A bit of an aside I know, but something I found useful is to read declarations backwards.
int* test; // test is a pointer to an int
This starts to work very well, especially when you start declaring const pointers and it gets tricky to know whether it's the pointer that's const, or whether its the thing the pointer is pointing at that is const.
int* const test; // test is a const pointer to an int
int const * test; // test is a pointer to a const int ... but many people write this as
const int * test; // test is a pointer to an int that's const
Use the "Clockwise Spiral Rule" to help parse C/C++ declarations;
There are three simple steps to follow:
Starting with the unknown element, move in a spiral/clockwise
direction; when encountering the following elements replace them with
the corresponding english statements:
[X] or []: Array X size of... or Array undefined size of...
(type1, type2): function passing type1 and type2 returning...
*: pointer(s) to...
Keep doing this in a spiral/clockwise direction until all tokens have been covered.
Always resolve anything in parenthesis first!
Also, declarations should be in separate statements when possible (which is true the vast majority of times).
There are three pieces to this puzzle.
The first piece is that whitespace in C and C++ is normally not significant beyond separating adjacent tokens that are otherwise indistinguishable.
During the preprocessing stage, the source text is broken up into a sequence of tokens - identifiers, punctuators, numeric literals, string literals, etc. That sequence of tokens is later analyzed for syntax and meaning. The tokenizer is "greedy" and will build the longest valid token that's possible. If you write something like
inttest;
the tokenizer only sees two tokens - the identifier inttest followed by the punctuator ;. It doesn't recognize int as a separate keyword at this stage (that happens later in the process). So, for the line to be read as a declaration of an integer named test, we have to use whitespace to separate the identifier tokens:
int test;
The * character is not part of any identifier; it's a separate token (punctuator) on its own. So if you write
int*test;
the compiler sees 4 separate tokens - int, *, test, and ;. Thus, whitespace is not significant in pointer declarations, and all of
int *test;
int* test;
int*test;
int * test;
are interpreted the same way.
The second piece to the puzzle is how declarations actually work in C and C++1. Declarations are broken up into two main pieces - a sequence of declaration specifiers (storage class specifiers, type specifiers, type qualifiers, etc.) followed by a comma-separated list of (possibly initialized) declarators. In the declaration
unsigned long int a[10]={0}, *p=NULL, f(void);
the declaration specifiers are unsigned long int and the declarators are a[10]={0}, *p=NULL, and f(void). The declarator introduces the name of the thing being declared (a, p, and f) along with information about that thing's array-ness, pointer-ness, and function-ness. A declarator may also have an associated initializer.

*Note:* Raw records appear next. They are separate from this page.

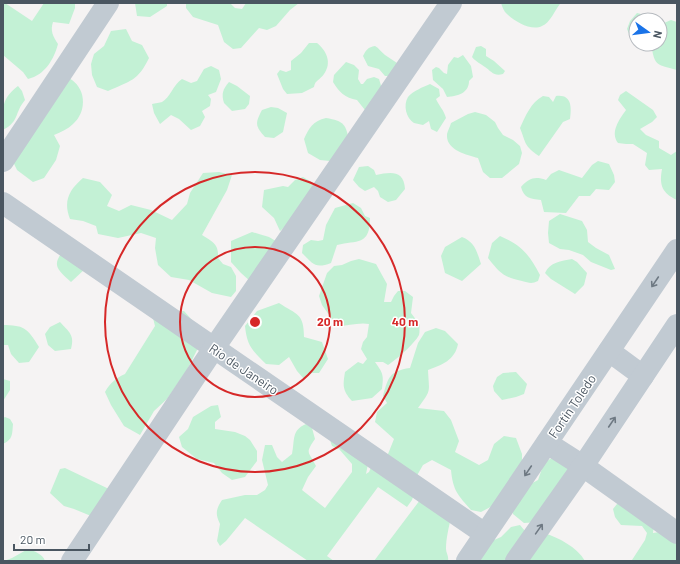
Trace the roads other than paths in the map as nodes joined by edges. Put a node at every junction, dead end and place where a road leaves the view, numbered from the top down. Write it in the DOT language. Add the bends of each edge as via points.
graph roads {
  1 [pos="108,3"];
  2 [pos="450,3"];
  3 [pos="3,162"];
  4 [pos="3,203"];
  5 [pos="677,250"];
  6 [pos="677,325"];
  7 [pos="214,348"];
  8 [pos="609,350"];
  9 [pos="643,376"];
  10 [pos="547,443"];
  11 [pos="583,466"];
  12 [pos="677,533"];
  13 [pos="485,534"];
  14 [pos="72,561"];
  15 [pos="467,561"];
  16 [pos="516,561"];
  1 -- 3 [label="street"];
  2 -- 7 [label="street"];
  4 -- 7 [label="street, Río de Janeiro"];
  5 -- 8 [label="street, Fortín Toledo, one-way"];
  6 -- 9 [label="street"];
  7 -- 13 [label="street, Río de Janeiro"];
  7 -- 14 [label="street"];
  8 -- 9 [label="street"];
  8 -- 10 [label="street, Fortín Toledo"];
  11 -- 9 [label="street, one-way"];
  10 -- 11 [label="street"];
  10 -- 13 [label="street, Fortín Toledo, one-way"];
  11 -- 12 [label="street"];
  16 -- 11 [label="street, one-way"];
  13 -- 15 [label="street, Fortín Toledo"];
}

The type of a is "10-element array of unsigned long int". That type is fully specified by the combination of the declaration specifiers and the declarator, and the initial value is specified with the initializer ={0}. Similarly, the type of p is "pointer to unsigned long int", and again that type is specified by the combination of the declaration specifiers and the declarator, and is initialized to NULL. And the type of f is "function returning unsigned long int" by the same reasoning.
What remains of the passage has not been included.